My travel companion in life and on this road trip is Yoda, a Boxer/French Bulldog/Large Munsterlander mix who rescued me 6 years ago when I was reeling from a broken heart. “Yoda” in Sanskrit means “warrior,” an appropriate name because he was a little warrior by surviving on the streets before we found each other. Ask any Star Wars fan, and Yoda is also the wisest being in the Universe. He is. I swear. You see, Yoda continues to rescue me every day. He gets me out of bed on the mornings when I want to pull the covers over my head and hide all day from the weight of the world. He burrows his forehead into my chest when I am sad – so hard that I’m convinced he is desperately trying to get as close to me as possible in order to comfort me. He presses his back against mine in bed, which, even on these humid hot nights of late, provides a comforting reminder to me that I am not alone.

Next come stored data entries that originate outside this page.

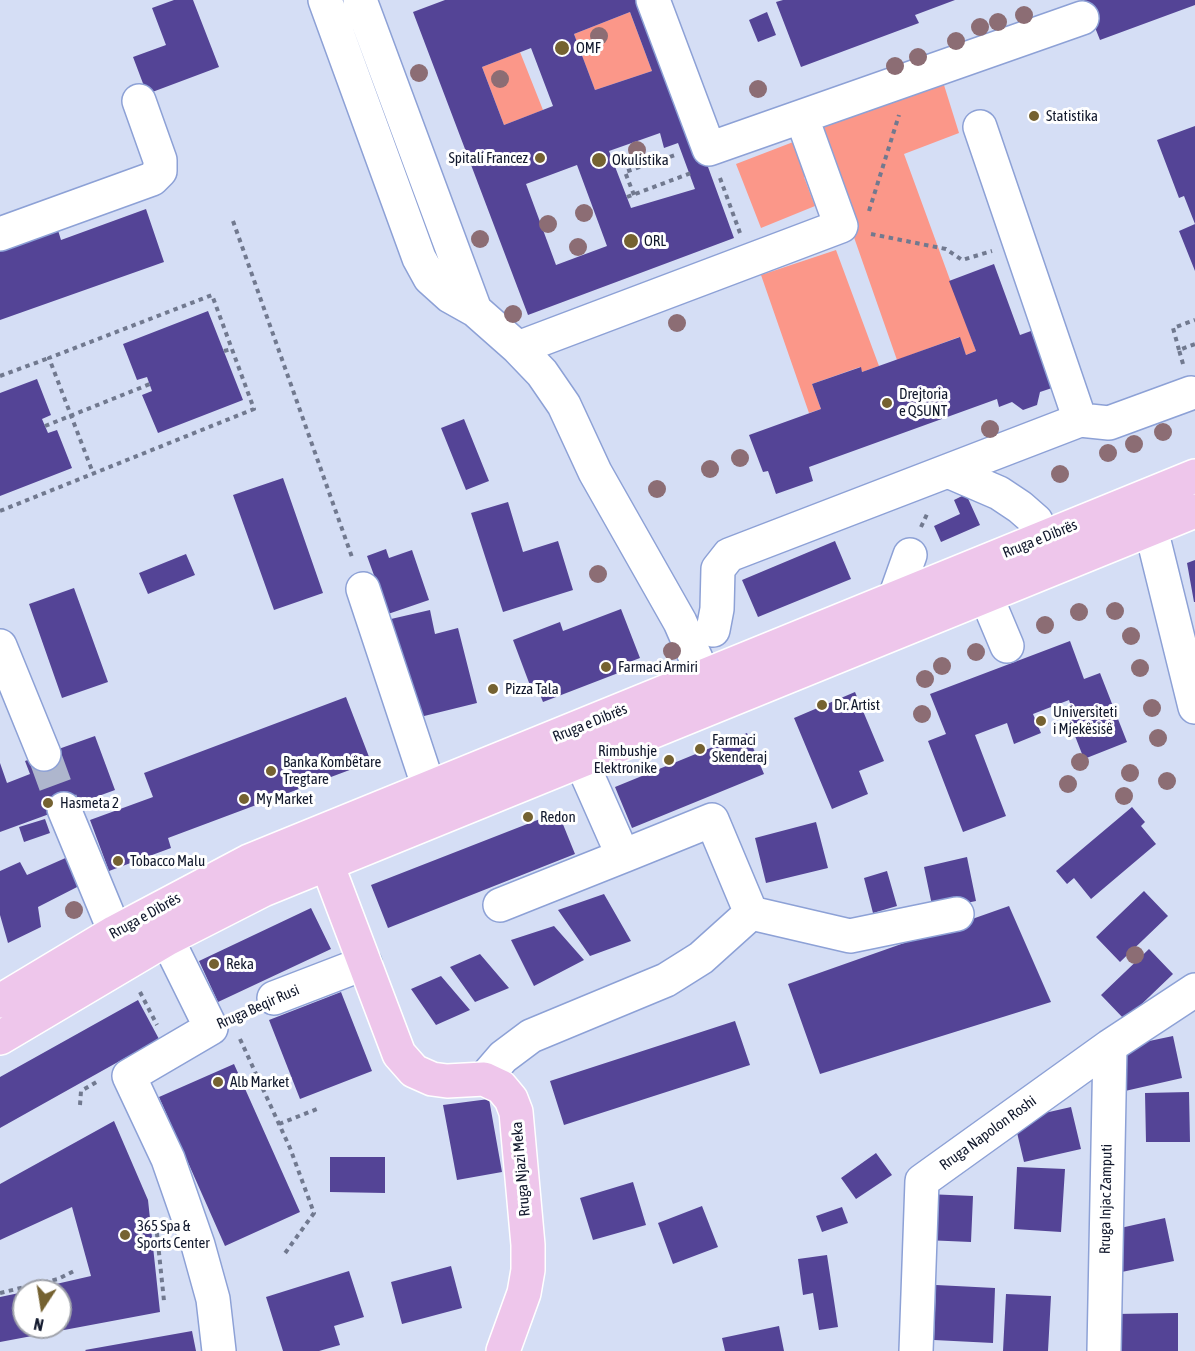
<!DOCTYPE html>
<meta charset="utf-8">
<style>
body{margin:0}
#map{position:relative;width:1195px;height:1351px;overflow:hidden;background:#d5def5;font-family:"Asap Condensed",sans-serif}
canvas{display:block}
.north{position:absolute;left:12px;top:1279px;width:60px;height:60px;box-sizing:border-box;background:#fff;border:2px solid #a0a3ab;border-radius:50%;rotate:192deg;font-size:16px;font-weight:700;line-height:24px;text-align:center;color:#11182c}
.north::after{content:'';display:block;margin:auto;width:21px;height:27px;background:#756231;clip-path:polygon(50% 0,100% 100%,50% 72%,0 100%)}
</style>
<div id="map">
<canvas width="1195" height="1351"></canvas>
<div class="north">N</div>
</div>
<script>
const ctx = document.querySelector('canvas').getContext('2d');
ctx.lineJoin = 'round';
function fill(path, color) {
  ctx.fillStyle = color;
  ctx.fill(path, 'evenodd');
}
function toPath(rows) {
  const path = new Path2D();
  for (const r of rows) {
    path.moveTo(r[0], r[1]);
    for (let i = 2; i < r.length; i += 2) path.lineTo(r[i], r[i + 1]);
  }
  return path;
}
function strokePath(path, color, width, dash) {
  ctx.strokeStyle = color;
  ctx.lineWidth = width;
  ctx.lineCap = dash ? 'butt' : 'round';
  ctx.setLineDash(dash || []);
  ctx.stroke(path);
}
function write(font, color, halo, rows, align = 'center') {
  ctx.font = font + ' "Asap Condensed",sans-serif';
  ctx.lineWidth = 6;
  ctx.setLineDash([]);
  ctx.textBaseline = 'middle';
  ctx.strokeStyle = halo;
  ctx.fillStyle = color;
  for (const [text, x, y, turn = 0] of rows) {
    ctx.save();
    ctx.translate(x, y);
    ctx.rotate((+turn || 0) * Math.PI / 180);
    ctx.textAlign = isNaN(turn) ? turn : align;
    if (halo) ctx.strokeText(text, 0, 0);
    ctx.fillText(text, 0, 0);
    ctx.restore();
  }
}
fill(toPath([
 [630,12,652,71,595,90,574,34],
 [520,52,543,110,504,125,482,67],
 [944,85,959,133,904,154,976,351,966,355,959,337,897,360,816,129],
 [801,139,814,173,804,177,815,206,761,228,736,164],
 [836,250,879,366,862,372,860,367,812,384,821,409,809,413,761,275]
]), '#fb9789');
fill(toPath([
 [174,0,193,0,219,67,147,94,133,57,166,45,152,8],
 [445,0,647,0,734,238,528,315,413,12],
 [630,12,652,71,595,90,574,34],
 [531,48,553,106,504,125,482,67],
 [660,133,664,148,678,143,695,189,631,208,609,151],
 [577,165,607,246,556,265,526,184],
 [783,0,955,0,915,15,919,23,801,67,776,2],
 [1084,0,1195,0,1195,5,1100,40],
 [767,12,776,35,758,42,749,20],
 [1195,126,1195,271,1179,231,1195,224,1184,196,1179,198,1157,140],
 [146,209,164,262,0,320,0,247,57,227,61,240],
 [994,264,1020,335,1031,331,1052,388,1040,392,1037,405,1023,410,1012,402,999,407,997,399,809,467,813,481,776,494,768,471,763,472,749,435,821,409,812,384,861,367,862,372,960,337,966,355,976,351,949,281],
 [208,311,243,400,158,433,142,395,152,391,147,377,137,380,123,344],
 [37,379,51,415,42,419,48,433,57,430,72,468,0,496,0,393],
 [464,419,489,481,466,490,441,428],
 [283,478,323,593,274,610,233,495],
 [966,494,980,525,941,542,934,526,960,514,954,500],
 [508,502,523,552,558,541,573,590,503,612,471,513],
 [835,541,851,579,758,617,742,580],
 [386,549,389,558,412,550,429,600,388,614,367,556],
 [186,554,195,575,148,594,139,573],
 [1195,560,1195,602,1194,602,1187,563],
 [74,588,108,682,62,698,29,604],
 [621,609,640,658,624,664,626,670,543,702,537,687,531,688,513,640,560,622,563,631],
 [430,610,435,634,458,628,477,703,416,718,391,619],
 [1070,641,1084,679,1100,673,1127,742,1084,759,1064,708,1071,706,1069,700,1033,714,1041,733,1014,744,1007,723,975,735,1006,816,963,832,928,741,946,734,930,694],
 [855,692,884,761,859,771,868,794,832,809,794,718],
 [346,697,371,762,168,838,171,848,109,871,90,820,153,797,144,773],
 [747,733,764,774,632,828,615,787],
 [95,736,115,790,0,832,0,763,7,783,30,774,25,761],
 [1132,807,1145,822,1141,826,1156,844,1091,899,1074,878,1067,884,1056,871],
 [558,812,575,854,388,928,371,885],
 [45,819,50,833,24,842,19,827],
 [816,822,828,868,766,883,755,838],
 [70,856,81,885,38,907,41,927,8,943,0,915,0,871,20,862,27,875],
 [967,857,976,901,933,910,924,867],
 [887,871,897,906,873,913,864,878],
 [1144,891,1168,916,1120,962,1096,937],
 [604,894,631,941,590,956,558,910],
 [1009,906,1051,1002,820,1074,788,984],
 [311,908,331,949,218,1002,199,961],
 [554,926,584,960,534,986,511,940],
 [1149,949,1173,974,1125,1020,1101,995],
 [480,954,509,988,475,1002,450,967],
 [441,976,470,1010,436,1025,411,989],
 [341,992,372,1071,300,1099,269,1020],
 [138,1000,159,1039,0,1128,0,1077],
 [735,1021,750,1065,564,1125,550,1081],
 [1173,1036,1182,1078,1125,1091,1116,1048],
 [234,1064,300,1212,225,1246,159,1097],
 [1189,1092,1190,1142,1146,1142,1145,1093],
 [489,1099,502,1172,457,1180,443,1105],
 [1071,1107,1081,1149,1024,1162,1014,1120],
 [114,1121,148,1200,160,1312,0,1342,0,1297,24,1292,24,1327,60,1327,60,1291,30,1290,91,1276,72,1207,0,1240,0,1184],
 [876,1153,892,1175,856,1199,841,1178],
 [330,1157,385,1157,385,1193,330,1192],
 [1017,1167,1065,1169,1061,1232,1014,1229],
 [633,1182,646,1225,593,1240,580,1198],
 [927,1194,973,1196,971,1242,925,1240],
 [702,1206,718,1247,673,1264,658,1223],
 [842,1207,848,1223,822,1232,816,1216],
 [1165,1218,1174,1261,1117,1273,1107,1231],
 [827,1255,838,1327,819,1330,813,1293,803,1295,798,1259],
 [451,1266,462,1308,402,1324,391,1282],
 [349,1271,364,1317,334,1326,340,1345,319,1351,283,1351,266,1297],
 [936,1285,995,1288,993,1343,934,1340],
 [1006,1294,1051,1296,1048,1351,1003,1351],
 [1178,1313,1178,1351,1116,1351,1115,1314],
 [779,1326,784,1351,725,1351,722,1338],
 [192,1331,196,1351,86,1351,85,1350]
]), '#544496');
strokePath(toPath([
 [44,754,64,809]
]), '#aeb6cd', 33, [33, 16]);
const minor = toPath([
 [325,0,419,258,430,278,450,296,475,310,518,348,542,373,564,405,595,472,680,622,704,677],
 [360,0,475,310],
 [653,0,709,149,1082,18],
 [980,127,1080,420],
 [0,234,152,179,160,171,160,160,139,101],
 [518,348,841,226,802,118],
 [948,471,999,493,1020,507,1036,521,1056,563],
 [1151,529,1195,707],
 [975,570,1007,646],
 [363,589,429,788],
 [895,597,910,555],
 [713,630,717,609,718,569,729,555,1080,420,1109,423,1191,393],
 [0,646,44,754],
 [581,761,623,856,712,820,751,913],
 [64,809,115,932],
 [500,905,623,856],
 [751,913,850,936,957,914],
 [167,939,211,1028,129,1076,168,1159,198,1245,213,1299,219,1351],
 [274,998,365,963],
 [484,1079,503,1057,531,1036,666,980,701,958,751,913],
 [916,1351,922,1181,1110,1046,1195,990],
 [1104,1351,1110,1046]
]);
const major = toPath([
 [327,864,399,1054,414,1071,432,1079,447,1081,484,1079,501,1087,511,1099,516,1112,528,1245,528,1270,524,1293,503,1351],
 [0,1001,115,932,249,861,1195,476],
 [0,1038,167,939,263,890,1195,511]
]);
strokePath(minor, '#8da1d6', 36);
strokePath(major, '#fff', 36);
strokePath(toPath([
 [720,178,740,233],
 [634,195,625,172,678,154],
 [627,197,691,173],
 [869,211,899,115],
 [233,221,353,560],
 [871,234,946,249,962,260,992,251],
 [1179,350,1173,328,1195,320],
 [224,351,232,349],
 [1183,364,1179,350,1195,344],
 [0,376,49,358],
 [45,426,150,384],
 [0,511,254,409,212,295,49,358,93,473],
 [921,527,928,512],
 [140,992,157,1025],
 [240,1039,290,1148,314,1213,283,1256],
 [80,1105,81,1091,100,1080],
 [279,1124,317,1109],
 [156,1224,164,1301],
 [0,1293,58,1279,74,1271]
]), '#71798f', 4, [4.5, 4.5]);
strokePath(minor, '#fff', 33);
strokePath(major, '#eec6eb', 33);
ctx.fillStyle = '#8c6d74';
for (const [x, y] of [
 [1024,15],
 [998,22],
 [980,27],
 [599,36],
 [956,41],
 [918,57],
 [895,66],
 [419,73],
 [500,79],
 [758,89],
 [637,150],
 [584,213],
 [548,224],
 [480,239],
 [578,247],
 [513,314],
 [677,323],
 [990,429],
 [1163,432],
 [1134,444],
 [1108,453],
 [740,458],
 [710,469],
 [1060,474],
 [657,489],
 [598,574],
 [1115,611],
 [1079,612],
 [1045,625],
 [1131,636],
 [672,651],
 [976,652],
 [942,666],
 [1140,668],
 [925,679],
 [1152,708],
 [922,714],
 [1158,738],
 [1080,762],
 [1130,773],
 [1167,781],
 [1068,784],
 [1124,796],
 [74,910],
 [1135,955]
]) {
  ctx.beginPath();
  ctx.arc(x, y, 9, 0, 2 * Math.PI);
  ctx.fill();
}
for (const [x, y, r, color] of [
 [562,48,8,"#756231"],
 [1034,116,6,"#756231"],
 [540,158,6,"#756231"],
 [599,160,8,"#756231"],
 [631,241,8,"#756231"],
 [887,403,6,"#756231"],
 [606,667,6,"#756231"],
 [493,689,6,"#756231"],
 [822,705,6,"#756231"],
 [1041,721,6,"#756231"],
 [700,749,6,"#756231"],
 [669,760,6,"#756231"],
 [271,771,6,"#756231"],
 [244,799,6,"#756231"],
 [48,803,6,"#756231"],
 [528,817,6,"#756231"],
 [118,861,6,"#756231"],
 [214,964,6,"#756231"],
 [218,1082,6,"#756231"],
 [125,1235,6,"#756231"]
]) {
  const dot = new Path2D();
  dot.arc(x, y, r, 0, 2 * Math.PI);
  ctx.fillStyle = color;
  ctx.fill(dot);
  strokePath(dot, '#fff', 2);
}
write('15px', '#11182c', '#fff', [
 ["OMF",576,48],
 ["Statistika",1046,116],
 ["Spitali Francez",528,158,"right"],
 ["Okulistika",612,160],
 ["ORL",644,241],
 ["Drejtoria",899,394],
 ["e QSUNT",899,411],
 ["Farmaci Armiri",618,667],
 ["Pizza Tala",505,689],
 ["Dr. Artist",834,705],
 ["Universiteti",1053,712],
 ["i Mjekësisë",1053,729],
 ["Farmaci",712,740],
 ["Skenderaj",712,757],
 ["Rimbushje",657,751,"right"],
 ["Elektronike",657,768,"right"],
 ["Banka Kombëtare",283,762],
 ["Tregtare",283,779],
 ["My Market",256,799],
 ["Hasmeta 2",60,803],
 ["Redon",540,817],
 ["Tobacco Malu",130,861],
 ["Reka",226,964],
 ["Alb Market",230,1082],
 ["365 Spa &",137,1226],
 ["Sports Center",137,1243]
], 'left');
write('15px', '#11182c', '#fff', [
 ["Rruga e Dibrës",1040,539,-22],
 ["Rruga e Dibrës",590,723,-22],
 ["Rruga e Dibrës",145,916,-29],
 ["Rruga Beqir Rusi",258,1007,-24],
 ["Rruga Napolon Roshi",988,1133,-36],
 ["Rruga Njazi Meka",521,1169,-95],
 ["Rruga Injac Zamputi",1106,1199,-89]
]);
</script>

I’ve been having panic attacks about the current mess of my life for the past 6 weeks. My heart races, I have trouble catching my breath and I break into a cold sweat. When they are happening I’ve tried all the standard tricks to stop them: shots of tequila make the room spin, Valium makes me nauseous, pacing makes me dizzy, meditating oddly makes the panic escalate, and ujjayi breath (a calming and balancing yogic breathing technique that has always helped me when I feel anxious) makes me hyperventilate. I had another panic attack today when Yoda and I were leaving Centinela Feed. We had just bought 2 1/2 months of road trip supplies and food for him, and I looked at my receipt and realized the $101.36 that I spent marks the beginning of me living completely off my meager savings account. I drove the short drive home with white knuckles gripping the wheel and tears welling up in my eyes as I tried to stay calm. Have I lost my mind? What business do I have taking over 5 months of my life to prep for and then take a road trip to “find myself” when what I should be doing is spending every waking minute trying to figure out from where my next paycheck is going to come? But then again, how can I not take this trip? I’m so lost that it is the only thing that actually makes sense to me right now. I feel deep in my bones that I NEED to do this, I HAVE to do this, I AM GOING to do this.
Panic attacks are new to me. But they are not new to Yoda. Like some rescues, he suffers from a severe panic disorder called separation anxiety. When left alone he’s jumped through a screen window, punched a hole in the front door, broken out of a metal crate, and scratched and gnawed a bloody mess out of the molding around my front door. I’ve spent the past 6 years working with animal behaviorists, trying different anti-anxiety medications, and trading ideas with members of my Yahoo support group for owners of dogs with separation anxiety. We are finally to the point, with proper prep, stuffed Kongs and an exact repeated ritual of me leaving, where I can leave him for a bit over an hour without him having a panic attack. But that’s it. 1 hour 20 minutes tops. I can’t go over or he regresses. The only reason I’ve had any semblance of a social life since Yoda’s adoption is a combination of doggy daycare and the generosity of my dear friends John & Lisa who regularly invite Yoda to play with their lab Penny.
Despite Yoda’s own struggles with panic, he seems to understand what I need. He’s the one thing that can calm me down when I’m having a panic attack. He’ll head-nuzzle into my chest, he’ll snuggle into my lap, or he’ll tease me with his stuffed coati toy until I snap out of it and play with him in the yard. My Yoda really does have the Force. With him at my side I’m leaving on October 16…we’ll drive to wherever we are supposed to be.
In the words of that other famous Yoda, “Through the Force, things you will see. Other places. The future…the past…old friends long gone.”